* [Problem details]: Count every line in the records below that contains the string "crossings". Report that number alone.

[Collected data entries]
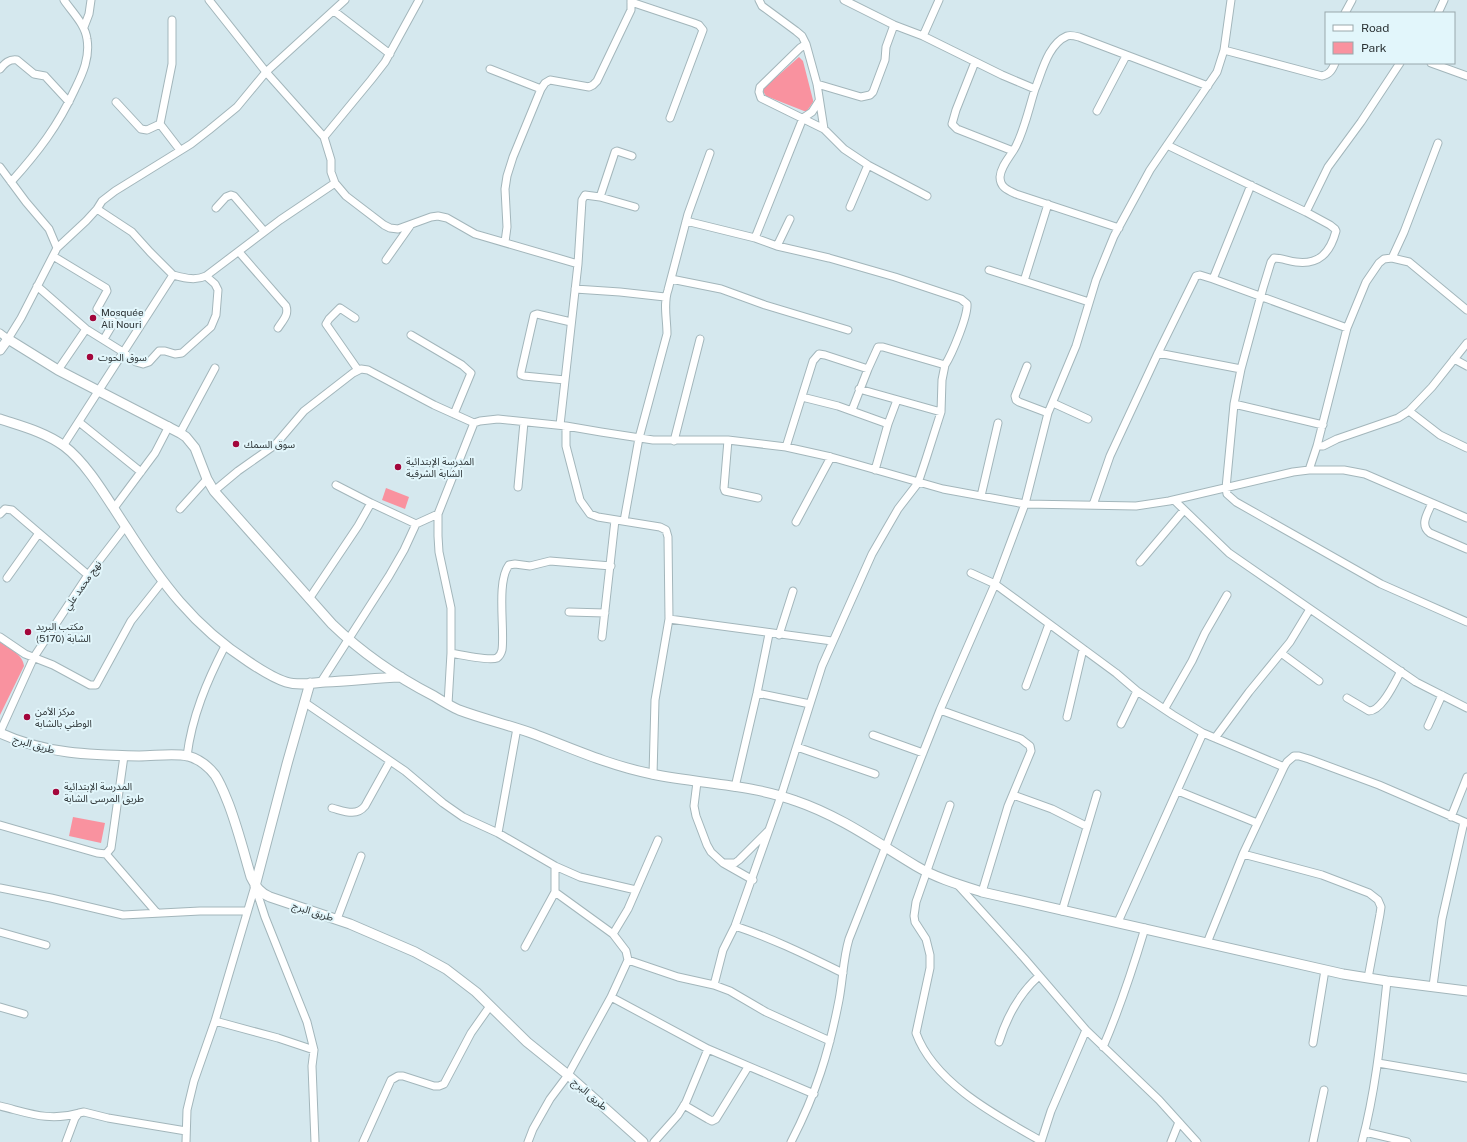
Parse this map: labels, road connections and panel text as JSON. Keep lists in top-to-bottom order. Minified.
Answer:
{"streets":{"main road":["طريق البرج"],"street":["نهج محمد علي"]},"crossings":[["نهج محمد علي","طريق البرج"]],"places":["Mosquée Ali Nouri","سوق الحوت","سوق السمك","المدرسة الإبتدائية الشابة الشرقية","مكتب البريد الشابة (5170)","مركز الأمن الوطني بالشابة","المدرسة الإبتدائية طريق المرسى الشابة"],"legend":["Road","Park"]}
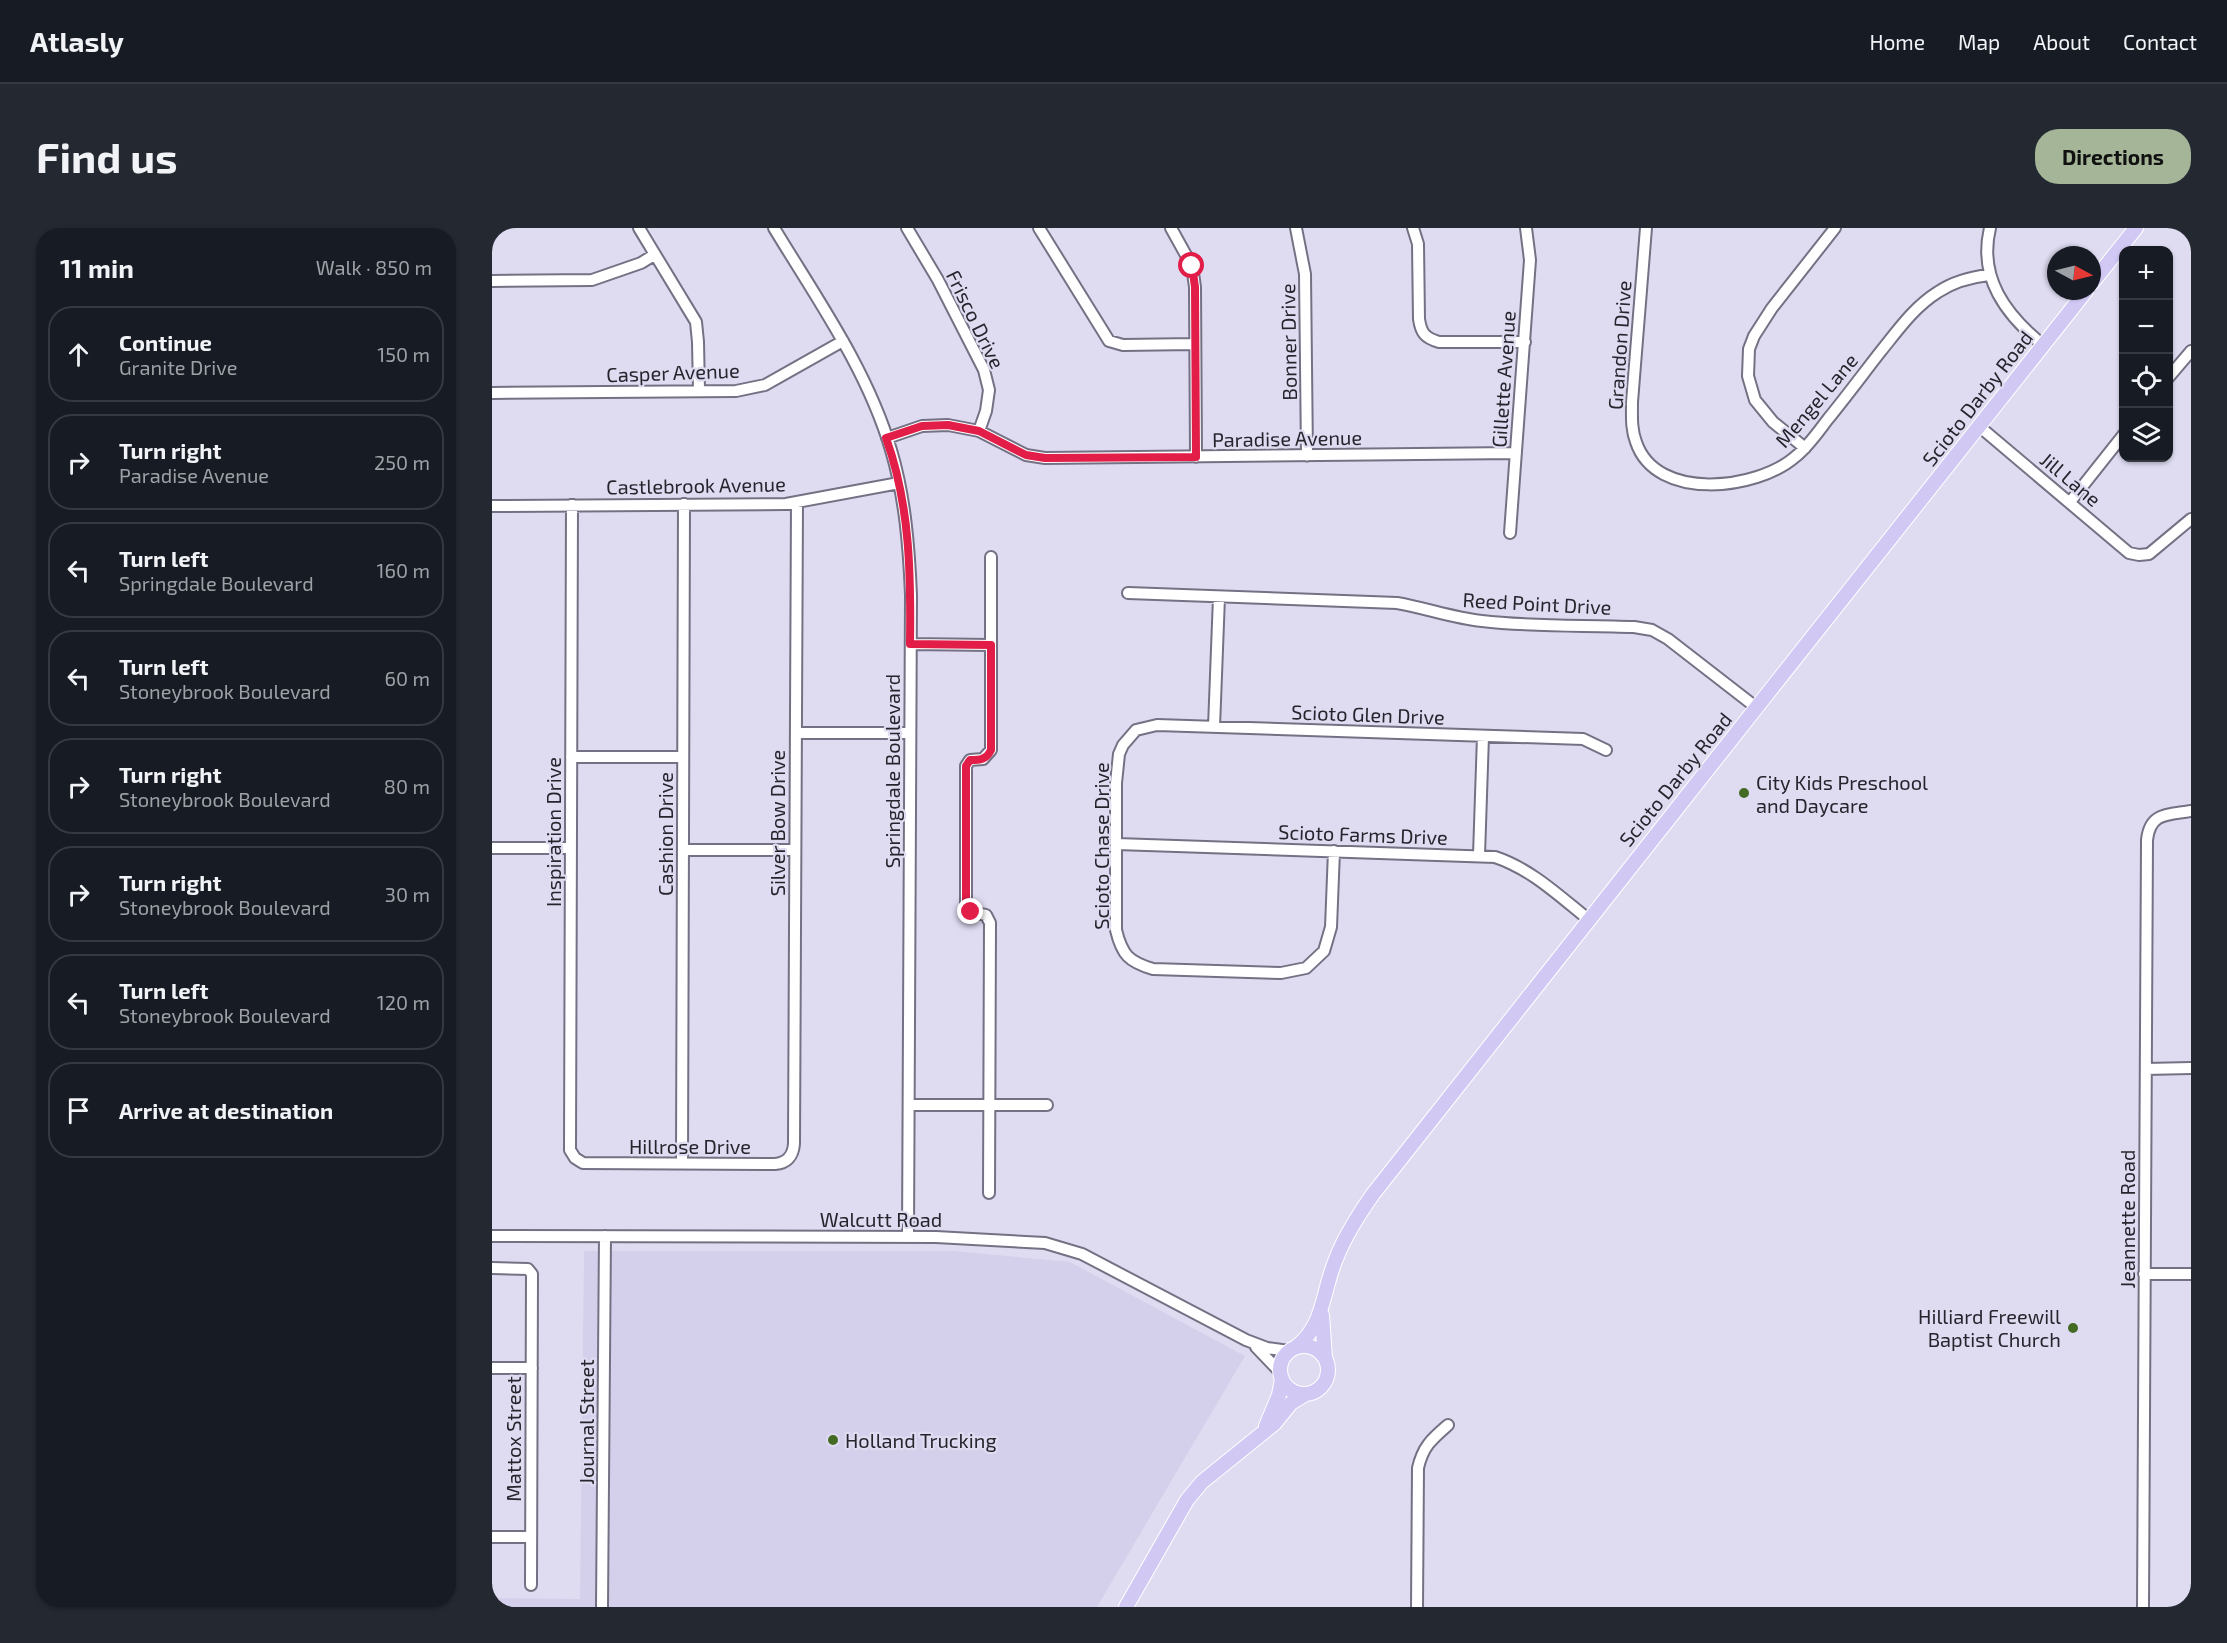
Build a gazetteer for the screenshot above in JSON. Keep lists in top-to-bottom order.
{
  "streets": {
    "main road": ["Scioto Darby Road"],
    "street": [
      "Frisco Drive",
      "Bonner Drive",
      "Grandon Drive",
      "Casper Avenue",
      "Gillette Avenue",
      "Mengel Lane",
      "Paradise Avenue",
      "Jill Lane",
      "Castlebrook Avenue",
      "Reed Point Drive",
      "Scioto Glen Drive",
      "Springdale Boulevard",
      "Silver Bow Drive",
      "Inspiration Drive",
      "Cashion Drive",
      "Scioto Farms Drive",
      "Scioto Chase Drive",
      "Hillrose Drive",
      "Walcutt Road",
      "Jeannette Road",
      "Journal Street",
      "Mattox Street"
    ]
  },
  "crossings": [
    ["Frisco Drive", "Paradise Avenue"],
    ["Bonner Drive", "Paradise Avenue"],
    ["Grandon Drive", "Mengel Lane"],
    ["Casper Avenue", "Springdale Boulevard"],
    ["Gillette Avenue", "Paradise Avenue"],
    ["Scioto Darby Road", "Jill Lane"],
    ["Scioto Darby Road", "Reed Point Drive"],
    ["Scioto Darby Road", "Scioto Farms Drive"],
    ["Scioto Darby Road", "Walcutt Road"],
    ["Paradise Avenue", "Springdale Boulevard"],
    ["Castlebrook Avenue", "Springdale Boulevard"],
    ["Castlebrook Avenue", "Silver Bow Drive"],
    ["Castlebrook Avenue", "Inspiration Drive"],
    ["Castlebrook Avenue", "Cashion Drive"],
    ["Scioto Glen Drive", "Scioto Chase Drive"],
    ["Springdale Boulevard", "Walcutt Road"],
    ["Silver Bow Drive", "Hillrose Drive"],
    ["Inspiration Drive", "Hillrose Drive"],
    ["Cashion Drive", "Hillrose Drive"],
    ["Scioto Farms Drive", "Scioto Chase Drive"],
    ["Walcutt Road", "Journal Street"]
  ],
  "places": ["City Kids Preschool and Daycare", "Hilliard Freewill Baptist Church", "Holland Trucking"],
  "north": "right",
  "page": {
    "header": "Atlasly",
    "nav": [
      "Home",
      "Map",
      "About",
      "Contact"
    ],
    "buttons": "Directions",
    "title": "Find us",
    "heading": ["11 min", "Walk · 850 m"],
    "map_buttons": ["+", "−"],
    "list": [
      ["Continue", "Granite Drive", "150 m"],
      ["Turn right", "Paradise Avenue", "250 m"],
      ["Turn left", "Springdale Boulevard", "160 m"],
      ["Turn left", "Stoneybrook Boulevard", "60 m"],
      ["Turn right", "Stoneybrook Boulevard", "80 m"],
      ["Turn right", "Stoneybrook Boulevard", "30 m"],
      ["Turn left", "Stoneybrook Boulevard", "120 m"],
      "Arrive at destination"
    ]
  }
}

* [Exercise solution]: 2